Traits improvement of wild rice O. rufipogon via multiplex genome editing

Chang Tian, Xu Tang, Guangzhong Zhang, Rui Zhang, Xinruolan Yang, Lei Ding, Caiyun Yin, Hongfei Lin, Fenglin Su, Suikang Wang, Xiaoxia Li, Lianguang Shang, Yong Zhang, Quan Wang

Journal of Integrative Plant Biology; 18 November 2025; https://doi.org/10.1111/jipb.70087

Multiplex genome editing of seven genes for the rapid improvement of target traits in wild rice Oryza rufipogon produced lines with enhanced agronomic traits, including erect plant architecture, shortened awns, yellowish hull color, reduced seed shattering, white-colored pericarps, and other improvements.

Rice, a global staple food, is critical for food security. The cultivated Oryza sativa, domesticated from wild O. rufipogon, derives ~80% of its 993 identified domestication-related genes from O. rufipogon and 20% from South/Southeast Asian wild O. nivara (Jing et al., 2023). Genes like An-1, BH4, PROG1, SH4, Rc, Rd, and GS3—which regulate awn length, hull color, tiller angle, seed shattering, pericarp color, seed length, and thousand-grain weight, respectively—were selected against during domestication to form modern O. sativa (Yu et al., 2021). However, domestication and yield-focused breeding eliminated wild rice's valuable genes (e.g., for disease resistance, stress tolerance, nutrition), narrowing genetic diversity and impeding efforts to meet growing societal demands.

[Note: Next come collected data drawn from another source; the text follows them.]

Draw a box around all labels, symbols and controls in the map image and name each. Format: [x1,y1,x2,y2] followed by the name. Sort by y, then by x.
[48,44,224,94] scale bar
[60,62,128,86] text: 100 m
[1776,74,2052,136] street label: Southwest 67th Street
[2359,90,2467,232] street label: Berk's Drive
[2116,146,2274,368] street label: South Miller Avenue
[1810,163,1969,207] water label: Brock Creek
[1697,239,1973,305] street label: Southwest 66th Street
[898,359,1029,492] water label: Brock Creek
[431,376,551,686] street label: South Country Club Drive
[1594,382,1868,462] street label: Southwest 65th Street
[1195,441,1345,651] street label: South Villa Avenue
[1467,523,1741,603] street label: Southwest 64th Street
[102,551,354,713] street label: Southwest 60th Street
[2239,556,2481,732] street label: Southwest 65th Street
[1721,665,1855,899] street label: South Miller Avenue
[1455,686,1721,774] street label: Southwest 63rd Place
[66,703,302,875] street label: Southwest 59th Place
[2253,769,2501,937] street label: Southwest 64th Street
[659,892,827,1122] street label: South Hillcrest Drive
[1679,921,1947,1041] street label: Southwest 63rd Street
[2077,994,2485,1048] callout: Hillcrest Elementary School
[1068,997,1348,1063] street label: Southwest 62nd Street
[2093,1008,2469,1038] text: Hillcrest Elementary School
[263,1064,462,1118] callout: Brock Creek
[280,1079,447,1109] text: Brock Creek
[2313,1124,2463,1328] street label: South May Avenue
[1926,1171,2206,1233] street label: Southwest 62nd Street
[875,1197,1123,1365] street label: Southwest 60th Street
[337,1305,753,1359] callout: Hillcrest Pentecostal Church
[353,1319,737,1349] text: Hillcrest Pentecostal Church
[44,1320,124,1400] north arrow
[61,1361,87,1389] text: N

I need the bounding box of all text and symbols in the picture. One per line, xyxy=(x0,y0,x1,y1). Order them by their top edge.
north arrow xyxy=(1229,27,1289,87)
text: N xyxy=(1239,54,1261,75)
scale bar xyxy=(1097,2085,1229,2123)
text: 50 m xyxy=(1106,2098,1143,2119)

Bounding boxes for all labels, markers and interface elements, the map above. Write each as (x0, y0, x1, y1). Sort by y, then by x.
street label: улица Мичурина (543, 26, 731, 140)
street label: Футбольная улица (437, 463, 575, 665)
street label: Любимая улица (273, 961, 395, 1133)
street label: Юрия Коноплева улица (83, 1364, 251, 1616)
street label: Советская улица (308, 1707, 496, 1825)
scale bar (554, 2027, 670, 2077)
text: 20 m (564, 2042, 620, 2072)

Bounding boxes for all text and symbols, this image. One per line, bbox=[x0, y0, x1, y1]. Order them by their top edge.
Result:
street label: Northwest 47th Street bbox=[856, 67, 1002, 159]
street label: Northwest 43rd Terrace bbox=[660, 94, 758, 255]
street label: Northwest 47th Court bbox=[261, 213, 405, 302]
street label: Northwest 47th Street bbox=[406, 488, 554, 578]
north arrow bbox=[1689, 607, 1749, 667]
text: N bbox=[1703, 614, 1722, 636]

Genome editing has boosted crop genetic improvement and wild plant de novo domestication—facilitating ideal crop development, food security, and sustainable low-input agriculture to expand human resources (Tang and Zhang, 2023). For example, via Oryza sativa functional genes, editing trait-controlling gene homologs rapidly improved agronomic traits in polyploid Oryza alta (CCDD genome; Yu et al., 2021). Although de novo domestication work based on polyploid wild rice has shown great value, considering the difficulty of directly domesticating polyploid wild rice from scratch, we propose using diploid wild rice as the starting material. By combining this with a multi-gene co-editing strategy targeting the An-1, BH4, PROG1, SH4, Rc, Rd, and GS3 genes, we aim to rapidly aggregate important agronomic traits in wild rice, provide alternative options for rice germplasm innovation, and offer experimental evidence for the role of these rice domestication or agronomic trait-related genes (Figure 1A).

See https://onlinelibrary.wiley.com/doi/10.1111/jipb.70087

Figure 1: Traits improvement of Oryza rufipogon W1681 and W1807 using multiplex genome editing systems.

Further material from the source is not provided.